- **Entries shown**:
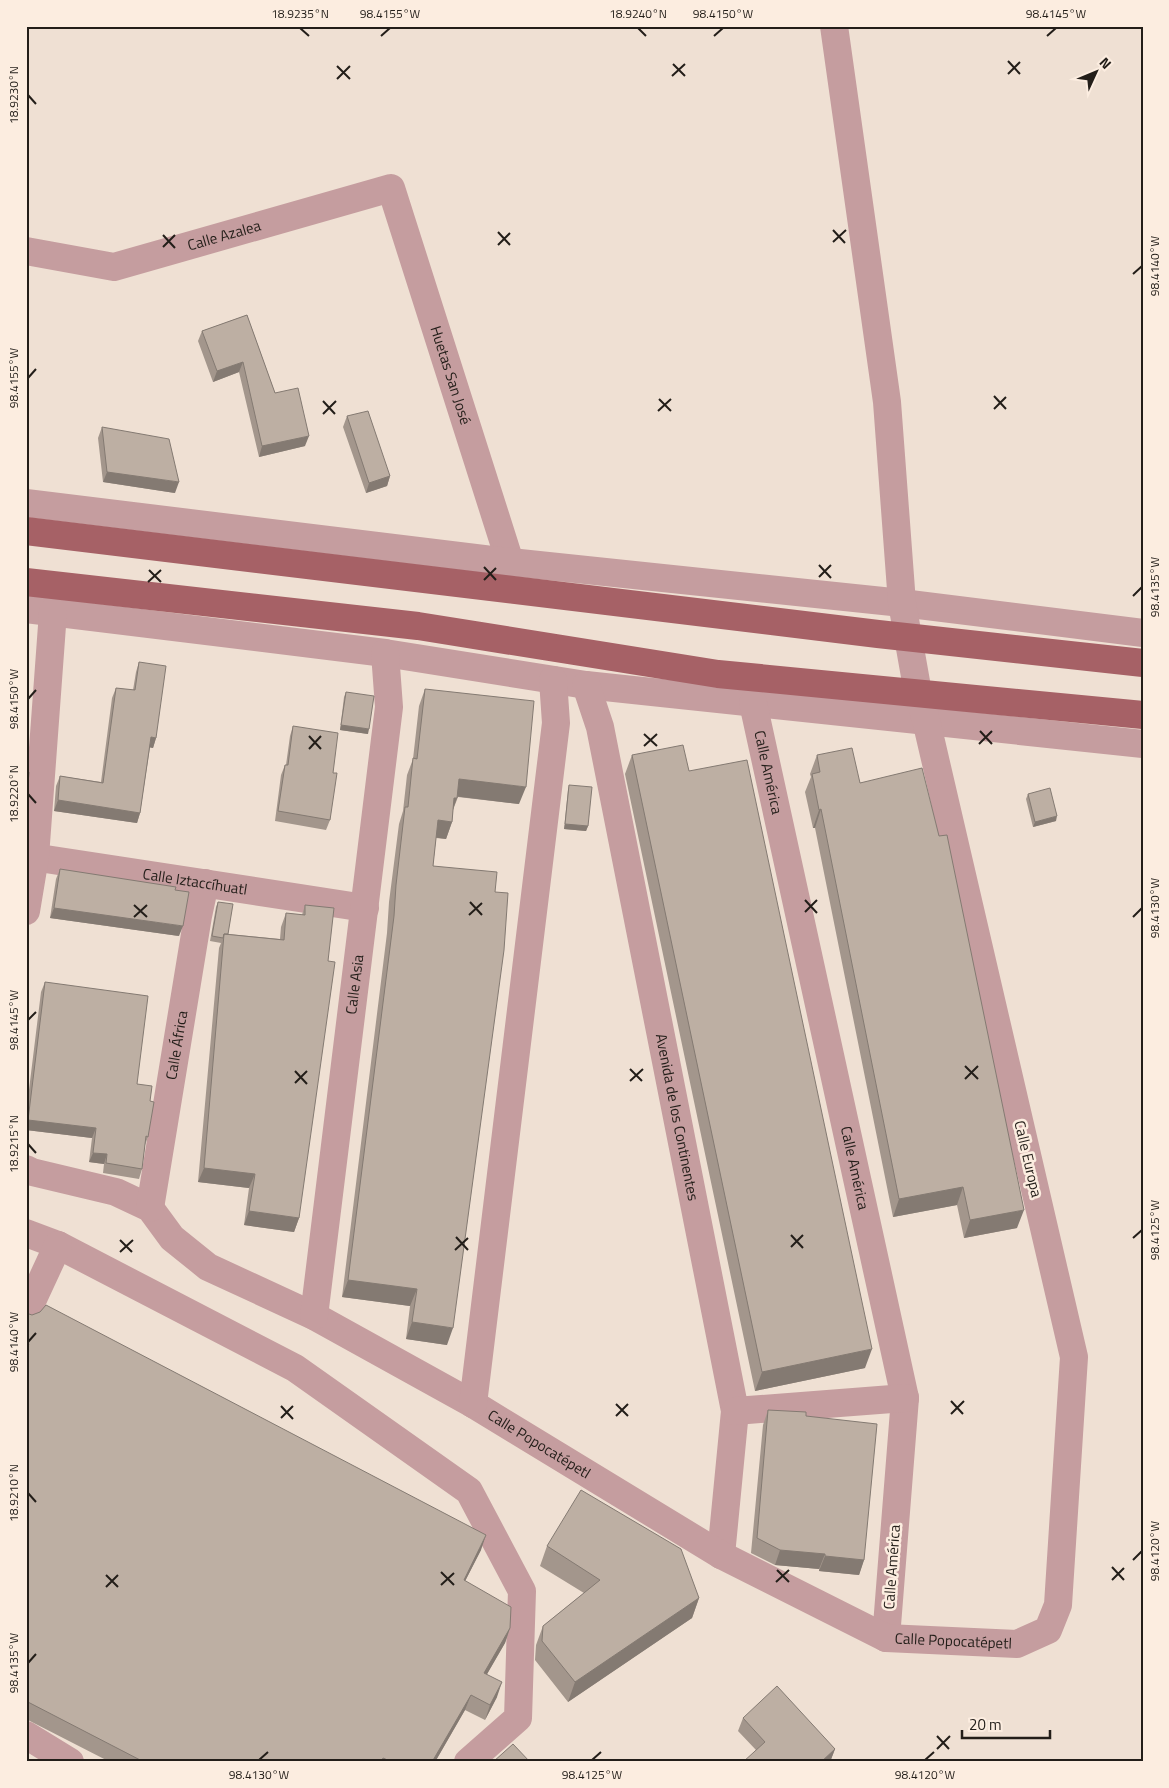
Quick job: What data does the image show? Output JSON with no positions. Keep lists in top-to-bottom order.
{
  "streets": {
    "street": [
      "Calle Azalea",
      "Huetas San José",
      "Calle América",
      "Calle Iztaccíhuatl",
      "Calle Asia",
      "Calle África",
      "Avenida de los Continentes",
      "Calle Europa",
      "Calle Popocatépetl"
    ]
  },
  "crossings": [
    ["Calle Azalea", "Huetas San José"],
    ["Calle América", "Calle Popocatépetl"],
    ["Calle Iztaccíhuatl", "Calle Asia"],
    ["Calle Iztaccíhuatl", "Calle África"],
    ["Calle Asia", "Calle Popocatépetl"],
    ["Calle África", "Calle Popocatépetl"],
    ["Avenida de los Continentes", "Calle Popocatépetl"],
    ["Calle Europa", "Calle Popocatépetl"]
  ],
  "scale_bar": "20 m",
  "north": "top right",
  "coordinates": [
    "18.9235°N",
    "98.4155°W",
    "18.9240°N",
    "98.4150°W",
    "98.4145°W",
    "18.9230°N",
    "98.4140°W",
    "98.4135°W",
    "18.9220°N",
    "98.4130°W",
    "18.9215°N",
    "98.4125°W",
    "18.9210°N",
    "98.4120°W"
  ]
}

- **Requirement**: Lines from the entries that contain the string "Europa" must be found and copied.

- **Answer to this problem**:
      "Calle Europa",
    ["Calle Europa", "Calle Popocatépetl"]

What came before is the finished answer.